Leaving out the images, return the data below exactly as it is written.

:: Data supplied ::

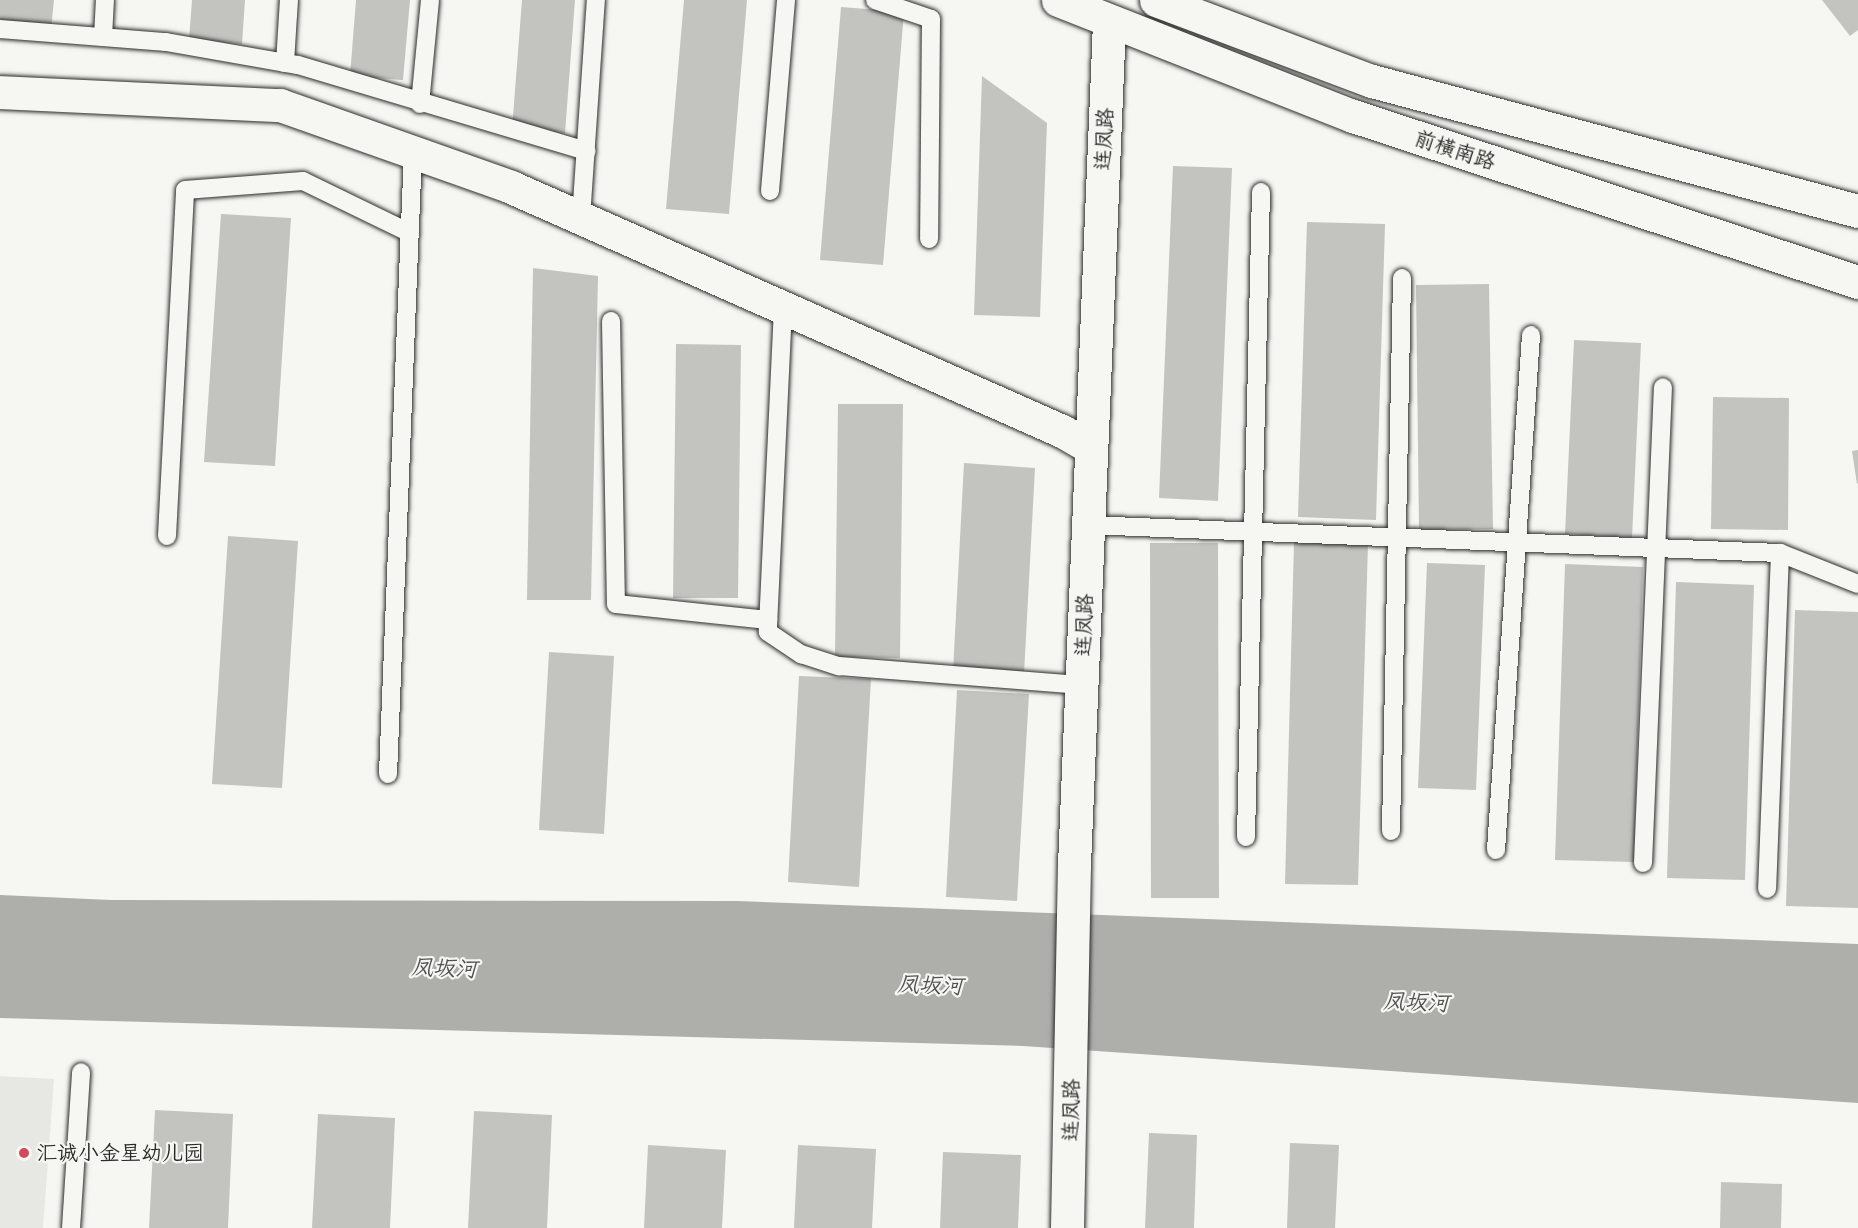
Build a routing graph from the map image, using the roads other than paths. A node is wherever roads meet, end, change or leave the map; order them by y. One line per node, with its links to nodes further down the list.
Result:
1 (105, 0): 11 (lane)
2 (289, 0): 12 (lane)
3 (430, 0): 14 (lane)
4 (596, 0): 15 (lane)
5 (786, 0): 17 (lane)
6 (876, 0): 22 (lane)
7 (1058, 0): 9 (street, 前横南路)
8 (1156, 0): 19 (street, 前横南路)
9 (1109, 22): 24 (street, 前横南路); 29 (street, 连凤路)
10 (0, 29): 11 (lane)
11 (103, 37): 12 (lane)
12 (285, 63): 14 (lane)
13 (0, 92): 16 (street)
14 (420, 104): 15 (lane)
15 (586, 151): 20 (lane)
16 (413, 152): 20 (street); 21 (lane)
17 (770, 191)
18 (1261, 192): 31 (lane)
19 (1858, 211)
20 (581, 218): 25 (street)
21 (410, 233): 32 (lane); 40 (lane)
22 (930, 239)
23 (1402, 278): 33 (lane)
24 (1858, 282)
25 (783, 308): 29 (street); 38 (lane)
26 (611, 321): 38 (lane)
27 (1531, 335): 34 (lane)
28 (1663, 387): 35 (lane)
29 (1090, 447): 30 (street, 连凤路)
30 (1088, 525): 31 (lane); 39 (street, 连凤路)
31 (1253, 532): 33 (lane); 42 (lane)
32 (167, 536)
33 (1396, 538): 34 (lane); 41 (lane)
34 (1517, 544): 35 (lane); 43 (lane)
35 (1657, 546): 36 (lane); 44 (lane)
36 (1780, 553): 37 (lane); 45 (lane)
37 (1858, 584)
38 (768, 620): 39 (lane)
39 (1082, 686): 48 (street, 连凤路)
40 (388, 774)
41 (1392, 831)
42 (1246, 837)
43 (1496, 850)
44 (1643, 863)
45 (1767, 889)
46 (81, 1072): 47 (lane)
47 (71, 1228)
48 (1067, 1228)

:::

■ Result for this exercise
Build a routing graph from the map image, using the roads other than paths. A node is wherever roads meet, end, change or leave the map; order them by y. One line per node, with its links to nodes further down the list.
Result:
1 (105, 0): 11 (lane)
2 (289, 0): 12 (lane)
3 (430, 0): 14 (lane)
4 (596, 0): 15 (lane)
5 (786, 0): 17 (lane)
6 (876, 0): 22 (lane)
7 (1058, 0): 9 (street, 前横南路)
8 (1156, 0): 19 (street, 前横南路)
9 (1109, 22): 24 (street, 前横南路); 29 (street, 连凤路)
10 (0, 29): 11 (lane)
11 (103, 37): 12 (lane)
12 (285, 63): 14 (lane)
13 (0, 92): 16 (street)
14 (420, 104): 15 (lane)
15 (586, 151): 20 (lane)
16 (413, 152): 20 (street); 21 (lane)
17 (770, 191)
18 (1261, 192): 31 (lane)
19 (1858, 211)
20 (581, 218): 25 (street)
21 (410, 233): 32 (lane); 40 (lane)
22 (930, 239)
23 (1402, 278): 33 (lane)
24 (1858, 282)
25 (783, 308): 29 (street); 38 (lane)
26 (611, 321): 38 (lane)
27 (1531, 335): 34 (lane)
28 (1663, 387): 35 (lane)
29 (1090, 447): 30 (street, 连凤路)
30 (1088, 525): 31 (lane); 39 (street, 连凤路)
31 (1253, 532): 33 (lane); 42 (lane)
32 (167, 536)
33 (1396, 538): 34 (lane); 41 (lane)
34 (1517, 544): 35 (lane); 43 (lane)
35 (1657, 546): 36 (lane); 44 (lane)
36 (1780, 553): 37 (lane); 45 (lane)
37 (1858, 584)
38 (768, 620): 39 (lane)
39 (1082, 686): 48 (street, 连凤路)
40 (388, 774)
41 (1392, 831)
42 (1246, 837)
43 (1496, 850)
44 (1643, 863)
45 (1767, 889)
46 (81, 1072): 47 (lane)
47 (71, 1228)
48 (1067, 1228)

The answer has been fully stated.